Work to be completed »
From the first line to the last, write out the records exactly, leaving out images.

Data for the task »

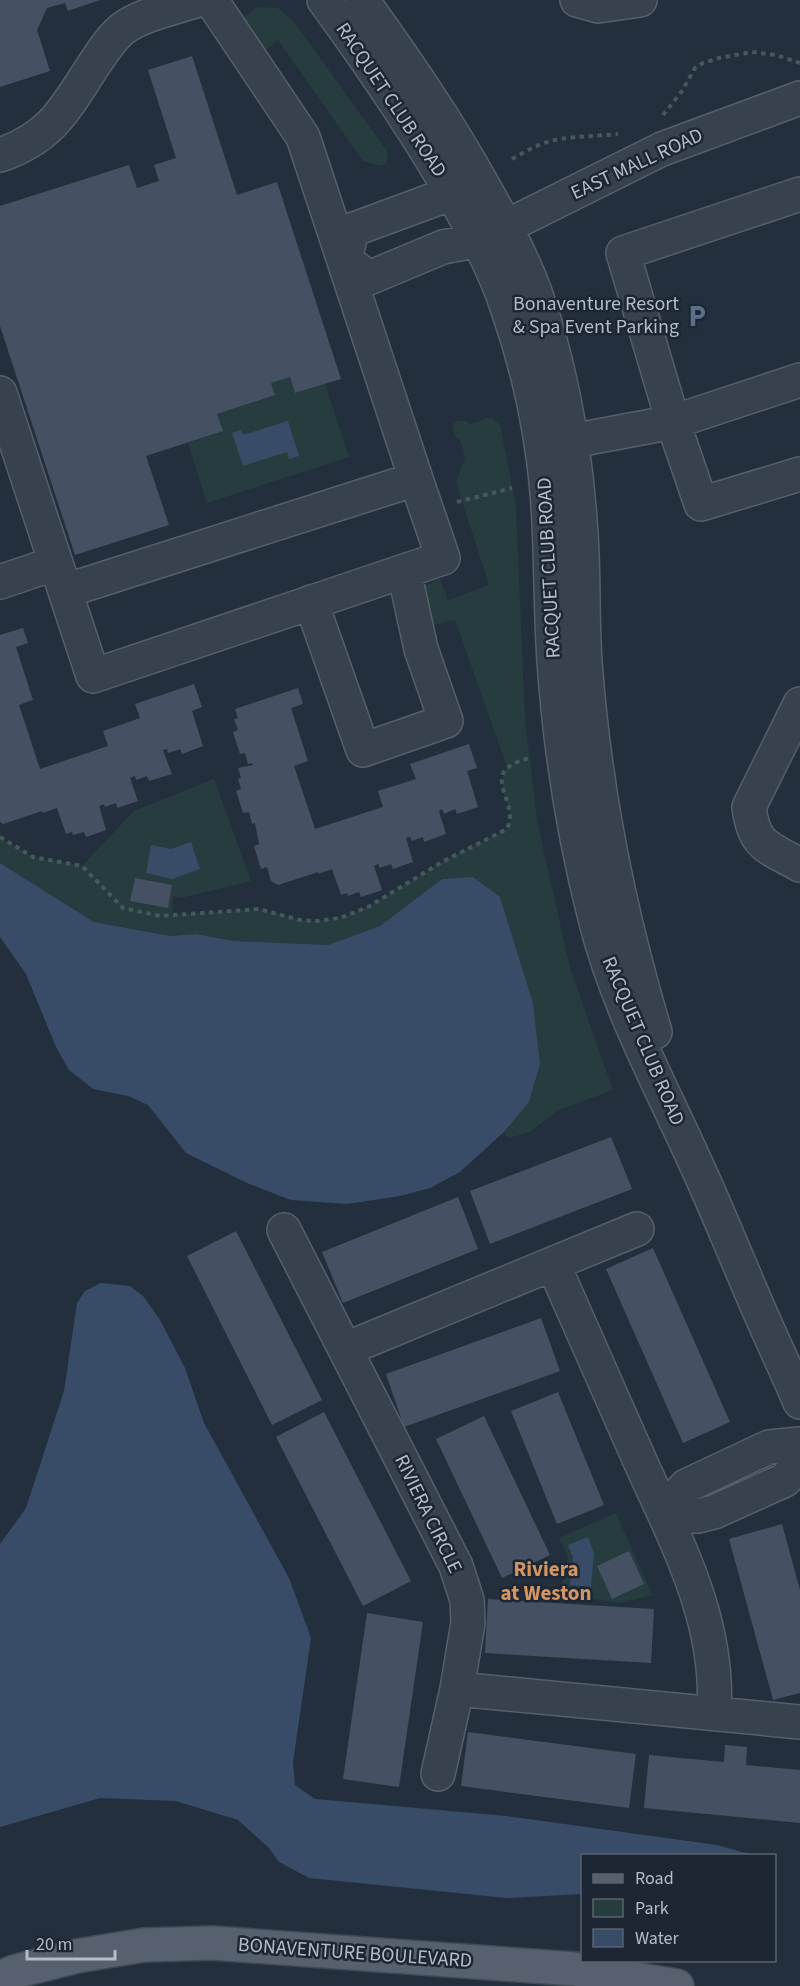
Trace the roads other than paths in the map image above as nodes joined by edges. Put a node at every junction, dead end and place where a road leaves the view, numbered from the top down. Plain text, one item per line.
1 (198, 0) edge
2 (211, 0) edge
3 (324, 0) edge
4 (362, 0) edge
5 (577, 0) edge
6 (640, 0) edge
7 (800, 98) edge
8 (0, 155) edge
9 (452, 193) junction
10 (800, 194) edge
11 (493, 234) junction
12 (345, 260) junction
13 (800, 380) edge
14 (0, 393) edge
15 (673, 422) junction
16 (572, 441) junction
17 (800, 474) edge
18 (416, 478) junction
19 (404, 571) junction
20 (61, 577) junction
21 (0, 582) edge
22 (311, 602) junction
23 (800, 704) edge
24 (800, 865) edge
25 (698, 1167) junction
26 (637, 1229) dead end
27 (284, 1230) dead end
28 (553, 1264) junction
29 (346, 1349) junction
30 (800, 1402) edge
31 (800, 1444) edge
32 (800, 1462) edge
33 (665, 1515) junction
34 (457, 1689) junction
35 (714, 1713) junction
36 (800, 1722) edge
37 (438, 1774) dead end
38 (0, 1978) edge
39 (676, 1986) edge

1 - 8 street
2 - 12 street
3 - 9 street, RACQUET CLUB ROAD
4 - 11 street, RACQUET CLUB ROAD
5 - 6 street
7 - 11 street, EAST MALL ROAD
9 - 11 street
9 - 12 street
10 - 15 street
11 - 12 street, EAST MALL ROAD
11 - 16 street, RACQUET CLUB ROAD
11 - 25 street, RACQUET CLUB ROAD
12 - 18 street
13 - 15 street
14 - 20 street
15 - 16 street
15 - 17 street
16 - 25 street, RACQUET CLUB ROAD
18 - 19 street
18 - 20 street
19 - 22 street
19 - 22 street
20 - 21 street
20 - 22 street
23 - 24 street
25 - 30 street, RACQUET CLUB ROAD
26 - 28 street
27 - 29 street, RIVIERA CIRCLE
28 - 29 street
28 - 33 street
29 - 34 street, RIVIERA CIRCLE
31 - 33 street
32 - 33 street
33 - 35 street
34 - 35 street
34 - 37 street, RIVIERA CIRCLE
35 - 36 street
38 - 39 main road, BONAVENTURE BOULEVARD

Response to the exercise »
Trace the roads other than paths in the map image above as nodes joined by edges. Put a node at every junction, dead end and place where a road leaves the view, numbered from the top down. Plain text, one item per line.
1 (198, 0) edge
2 (211, 0) edge
3 (324, 0) edge
4 (362, 0) edge
5 (577, 0) edge
6 (640, 0) edge
7 (800, 98) edge
8 (0, 155) edge
9 (452, 193) junction
10 (800, 194) edge
11 (493, 234) junction
12 (345, 260) junction
13 (800, 380) edge
14 (0, 393) edge
15 (673, 422) junction
16 (572, 441) junction
17 (800, 474) edge
18 (416, 478) junction
19 (404, 571) junction
20 (61, 577) junction
21 (0, 582) edge
22 (311, 602) junction
23 (800, 704) edge
24 (800, 865) edge
25 (698, 1167) junction
26 (637, 1229) dead end
27 (284, 1230) dead end
28 (553, 1264) junction
29 (346, 1349) junction
30 (800, 1402) edge
31 (800, 1444) edge
32 (800, 1462) edge
33 (665, 1515) junction
34 (457, 1689) junction
35 (714, 1713) junction
36 (800, 1722) edge
37 (438, 1774) dead end
38 (0, 1978) edge
39 (676, 1986) edge

1 - 8 street
2 - 12 street
3 - 9 street, RACQUET CLUB ROAD
4 - 11 street, RACQUET CLUB ROAD
5 - 6 street
7 - 11 street, EAST MALL ROAD
9 - 11 street
9 - 12 street
10 - 15 street
11 - 12 street, EAST MALL ROAD
11 - 16 street, RACQUET CLUB ROAD
11 - 25 street, RACQUET CLUB ROAD
12 - 18 street
13 - 15 street
14 - 20 street
15 - 16 street
15 - 17 street
16 - 25 street, RACQUET CLUB ROAD
18 - 19 street
18 - 20 street
19 - 22 street
19 - 22 street
20 - 21 street
20 - 22 street
23 - 24 street
25 - 30 street, RACQUET CLUB ROAD
26 - 28 street
27 - 29 street, RIVIERA CIRCLE
28 - 29 street
28 - 33 street
29 - 34 street, RIVIERA CIRCLE
31 - 33 street
32 - 33 street
33 - 35 street
34 - 35 street
34 - 37 street, RIVIERA CIRCLE
35 - 36 street
38 - 39 main road, BONAVENTURE BOULEVARD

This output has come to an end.